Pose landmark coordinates
---

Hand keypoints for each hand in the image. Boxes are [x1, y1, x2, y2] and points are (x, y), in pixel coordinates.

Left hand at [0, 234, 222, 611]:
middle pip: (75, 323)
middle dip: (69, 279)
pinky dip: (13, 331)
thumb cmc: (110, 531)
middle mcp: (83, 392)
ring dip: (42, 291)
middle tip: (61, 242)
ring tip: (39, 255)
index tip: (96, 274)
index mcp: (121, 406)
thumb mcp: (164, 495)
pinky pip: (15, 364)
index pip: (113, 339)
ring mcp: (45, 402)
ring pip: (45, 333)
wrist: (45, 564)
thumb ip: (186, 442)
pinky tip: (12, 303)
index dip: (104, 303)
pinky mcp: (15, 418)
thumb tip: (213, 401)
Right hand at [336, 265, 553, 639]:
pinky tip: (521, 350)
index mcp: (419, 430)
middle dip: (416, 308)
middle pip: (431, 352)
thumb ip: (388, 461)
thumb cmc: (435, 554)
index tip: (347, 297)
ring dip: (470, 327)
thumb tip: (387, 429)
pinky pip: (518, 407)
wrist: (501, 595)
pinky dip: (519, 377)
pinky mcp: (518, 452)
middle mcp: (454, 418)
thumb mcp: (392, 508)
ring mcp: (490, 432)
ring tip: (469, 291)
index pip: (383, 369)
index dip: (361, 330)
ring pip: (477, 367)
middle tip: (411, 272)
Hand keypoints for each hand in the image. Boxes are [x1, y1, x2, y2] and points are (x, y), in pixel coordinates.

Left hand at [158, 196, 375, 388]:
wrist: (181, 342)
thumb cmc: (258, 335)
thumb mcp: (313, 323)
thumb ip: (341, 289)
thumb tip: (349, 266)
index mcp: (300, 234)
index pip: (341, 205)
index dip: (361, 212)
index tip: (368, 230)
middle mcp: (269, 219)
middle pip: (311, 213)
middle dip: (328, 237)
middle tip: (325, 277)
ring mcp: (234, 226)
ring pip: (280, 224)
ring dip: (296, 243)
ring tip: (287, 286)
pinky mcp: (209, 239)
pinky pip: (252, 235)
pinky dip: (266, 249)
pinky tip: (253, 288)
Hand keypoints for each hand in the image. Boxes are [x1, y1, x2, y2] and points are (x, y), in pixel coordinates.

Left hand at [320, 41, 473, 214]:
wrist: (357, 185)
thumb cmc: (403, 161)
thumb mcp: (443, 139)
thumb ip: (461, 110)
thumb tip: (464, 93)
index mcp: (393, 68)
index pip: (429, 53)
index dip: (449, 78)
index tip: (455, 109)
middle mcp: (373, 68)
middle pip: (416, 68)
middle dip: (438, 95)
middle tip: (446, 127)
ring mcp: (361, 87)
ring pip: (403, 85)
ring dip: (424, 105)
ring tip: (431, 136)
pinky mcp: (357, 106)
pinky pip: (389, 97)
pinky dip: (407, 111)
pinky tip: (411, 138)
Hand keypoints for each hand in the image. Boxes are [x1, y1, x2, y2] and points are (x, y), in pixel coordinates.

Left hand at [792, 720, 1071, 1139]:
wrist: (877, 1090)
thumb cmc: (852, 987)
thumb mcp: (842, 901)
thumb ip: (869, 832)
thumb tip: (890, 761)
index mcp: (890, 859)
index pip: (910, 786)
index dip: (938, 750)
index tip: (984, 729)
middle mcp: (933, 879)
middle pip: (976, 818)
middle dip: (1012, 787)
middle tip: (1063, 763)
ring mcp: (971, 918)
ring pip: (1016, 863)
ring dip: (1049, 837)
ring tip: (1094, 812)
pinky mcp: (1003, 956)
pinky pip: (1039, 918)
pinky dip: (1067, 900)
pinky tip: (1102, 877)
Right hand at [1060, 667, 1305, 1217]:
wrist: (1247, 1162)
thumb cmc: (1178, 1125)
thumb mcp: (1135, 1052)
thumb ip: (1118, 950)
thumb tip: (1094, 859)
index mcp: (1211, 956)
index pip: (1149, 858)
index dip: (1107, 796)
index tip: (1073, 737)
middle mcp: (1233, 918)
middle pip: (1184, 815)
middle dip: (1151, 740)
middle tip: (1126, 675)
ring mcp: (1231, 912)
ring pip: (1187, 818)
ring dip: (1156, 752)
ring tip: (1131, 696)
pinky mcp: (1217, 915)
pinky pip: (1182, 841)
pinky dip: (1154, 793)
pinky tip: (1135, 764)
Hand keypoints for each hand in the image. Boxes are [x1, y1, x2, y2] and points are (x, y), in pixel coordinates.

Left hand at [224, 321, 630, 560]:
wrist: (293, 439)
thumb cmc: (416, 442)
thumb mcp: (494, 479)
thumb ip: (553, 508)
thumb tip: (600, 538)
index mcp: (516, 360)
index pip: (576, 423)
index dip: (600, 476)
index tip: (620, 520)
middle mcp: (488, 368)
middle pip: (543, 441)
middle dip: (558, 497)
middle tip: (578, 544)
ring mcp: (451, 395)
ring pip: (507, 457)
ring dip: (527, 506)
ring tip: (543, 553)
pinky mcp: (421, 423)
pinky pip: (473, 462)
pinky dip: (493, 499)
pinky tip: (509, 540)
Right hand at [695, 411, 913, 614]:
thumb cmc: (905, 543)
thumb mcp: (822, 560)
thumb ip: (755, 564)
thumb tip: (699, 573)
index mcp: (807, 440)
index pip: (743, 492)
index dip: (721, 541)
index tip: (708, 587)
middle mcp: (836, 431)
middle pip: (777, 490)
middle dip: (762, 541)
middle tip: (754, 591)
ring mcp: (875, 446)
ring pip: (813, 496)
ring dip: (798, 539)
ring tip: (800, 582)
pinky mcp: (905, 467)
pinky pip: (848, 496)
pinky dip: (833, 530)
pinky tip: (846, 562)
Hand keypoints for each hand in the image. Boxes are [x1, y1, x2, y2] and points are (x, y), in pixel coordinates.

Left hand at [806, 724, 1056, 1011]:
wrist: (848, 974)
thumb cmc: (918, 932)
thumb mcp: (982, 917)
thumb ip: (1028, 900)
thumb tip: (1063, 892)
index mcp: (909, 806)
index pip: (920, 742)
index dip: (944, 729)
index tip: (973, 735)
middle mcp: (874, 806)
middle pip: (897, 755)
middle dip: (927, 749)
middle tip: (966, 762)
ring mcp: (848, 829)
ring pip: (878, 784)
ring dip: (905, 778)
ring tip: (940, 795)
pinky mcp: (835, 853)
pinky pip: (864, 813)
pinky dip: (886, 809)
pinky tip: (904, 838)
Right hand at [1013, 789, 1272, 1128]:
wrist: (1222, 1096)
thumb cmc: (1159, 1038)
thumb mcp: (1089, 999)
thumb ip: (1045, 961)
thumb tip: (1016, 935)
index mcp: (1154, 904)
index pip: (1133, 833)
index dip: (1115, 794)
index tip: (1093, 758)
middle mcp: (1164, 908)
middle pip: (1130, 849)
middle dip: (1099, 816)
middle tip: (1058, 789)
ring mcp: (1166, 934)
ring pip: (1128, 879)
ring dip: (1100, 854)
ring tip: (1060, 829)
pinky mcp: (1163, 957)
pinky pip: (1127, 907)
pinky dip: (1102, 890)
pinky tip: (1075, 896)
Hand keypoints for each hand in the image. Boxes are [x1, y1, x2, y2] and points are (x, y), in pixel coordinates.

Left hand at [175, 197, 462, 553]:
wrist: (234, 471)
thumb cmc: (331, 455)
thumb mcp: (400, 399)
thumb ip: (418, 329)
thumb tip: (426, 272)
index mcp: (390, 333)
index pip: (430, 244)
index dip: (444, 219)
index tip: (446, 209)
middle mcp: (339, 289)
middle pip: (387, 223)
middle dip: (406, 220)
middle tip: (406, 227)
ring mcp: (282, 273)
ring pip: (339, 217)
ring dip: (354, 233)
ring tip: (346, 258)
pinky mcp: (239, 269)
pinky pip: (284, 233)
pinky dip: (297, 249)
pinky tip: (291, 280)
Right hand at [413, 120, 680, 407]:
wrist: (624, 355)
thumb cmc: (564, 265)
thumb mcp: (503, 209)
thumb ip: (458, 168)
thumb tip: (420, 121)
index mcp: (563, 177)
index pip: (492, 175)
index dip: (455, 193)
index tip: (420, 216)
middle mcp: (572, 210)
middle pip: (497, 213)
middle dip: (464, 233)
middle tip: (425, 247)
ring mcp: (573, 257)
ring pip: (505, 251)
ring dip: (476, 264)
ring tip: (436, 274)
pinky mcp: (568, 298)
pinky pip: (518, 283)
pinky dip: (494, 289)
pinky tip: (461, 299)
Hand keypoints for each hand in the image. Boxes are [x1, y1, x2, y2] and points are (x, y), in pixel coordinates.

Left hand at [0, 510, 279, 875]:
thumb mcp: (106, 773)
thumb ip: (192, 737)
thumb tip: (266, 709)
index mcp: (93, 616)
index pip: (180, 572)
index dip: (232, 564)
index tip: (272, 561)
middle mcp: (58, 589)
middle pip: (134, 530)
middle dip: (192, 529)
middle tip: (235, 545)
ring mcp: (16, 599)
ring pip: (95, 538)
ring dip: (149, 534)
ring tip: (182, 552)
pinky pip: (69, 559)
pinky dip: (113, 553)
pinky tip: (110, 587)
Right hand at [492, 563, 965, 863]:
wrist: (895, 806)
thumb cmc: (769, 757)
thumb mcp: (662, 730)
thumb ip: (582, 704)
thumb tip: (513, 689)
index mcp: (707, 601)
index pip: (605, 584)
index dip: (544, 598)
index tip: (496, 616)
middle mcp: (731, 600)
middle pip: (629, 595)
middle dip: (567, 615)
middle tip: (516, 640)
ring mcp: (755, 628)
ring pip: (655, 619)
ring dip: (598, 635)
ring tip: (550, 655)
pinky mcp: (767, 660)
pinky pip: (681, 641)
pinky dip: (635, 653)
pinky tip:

---

To do: Copy exactly the stretch of data above from the line with "pinky mcp: (357, 106)" through the line with "middle dip: (1151, 740)", and omit all other lines.

Solved exercise:
pinky mcp: (357, 106)
pinky pip: (389, 97)
pinky dip: (407, 111)
pinky tip: (411, 138)
Hand keypoints for each hand in the image. Boxes are [x1, y1, x2, y2] and points are (x, y), in pixel coordinates.

Left hand at [792, 720, 1071, 1139]:
wrist: (877, 1090)
thumb cmc: (852, 987)
thumb mcp: (842, 901)
thumb ip: (869, 832)
thumb tip: (890, 761)
index mcp: (890, 859)
index pip: (910, 786)
index dip: (938, 750)
index tip: (984, 729)
middle mcp: (933, 879)
middle pip: (976, 818)
middle dip: (1012, 787)
middle tip: (1063, 763)
ring mcp: (971, 918)
ring pip: (1016, 863)
ring dip: (1049, 837)
ring tip: (1094, 812)
pinky mcp: (1003, 956)
pinky pip: (1039, 918)
pinky dip: (1067, 900)
pinky tip: (1102, 877)
Right hand at [1060, 667, 1305, 1217]:
wrist: (1247, 1162)
thumb cmc: (1178, 1125)
thumb mcp: (1135, 1052)
thumb ip: (1118, 950)
thumb tip: (1094, 859)
index mcp: (1211, 956)
index pip: (1149, 858)
index dip: (1107, 796)
index tip: (1073, 737)
middle mcp: (1233, 918)
middle pip: (1184, 815)
middle dip: (1151, 740)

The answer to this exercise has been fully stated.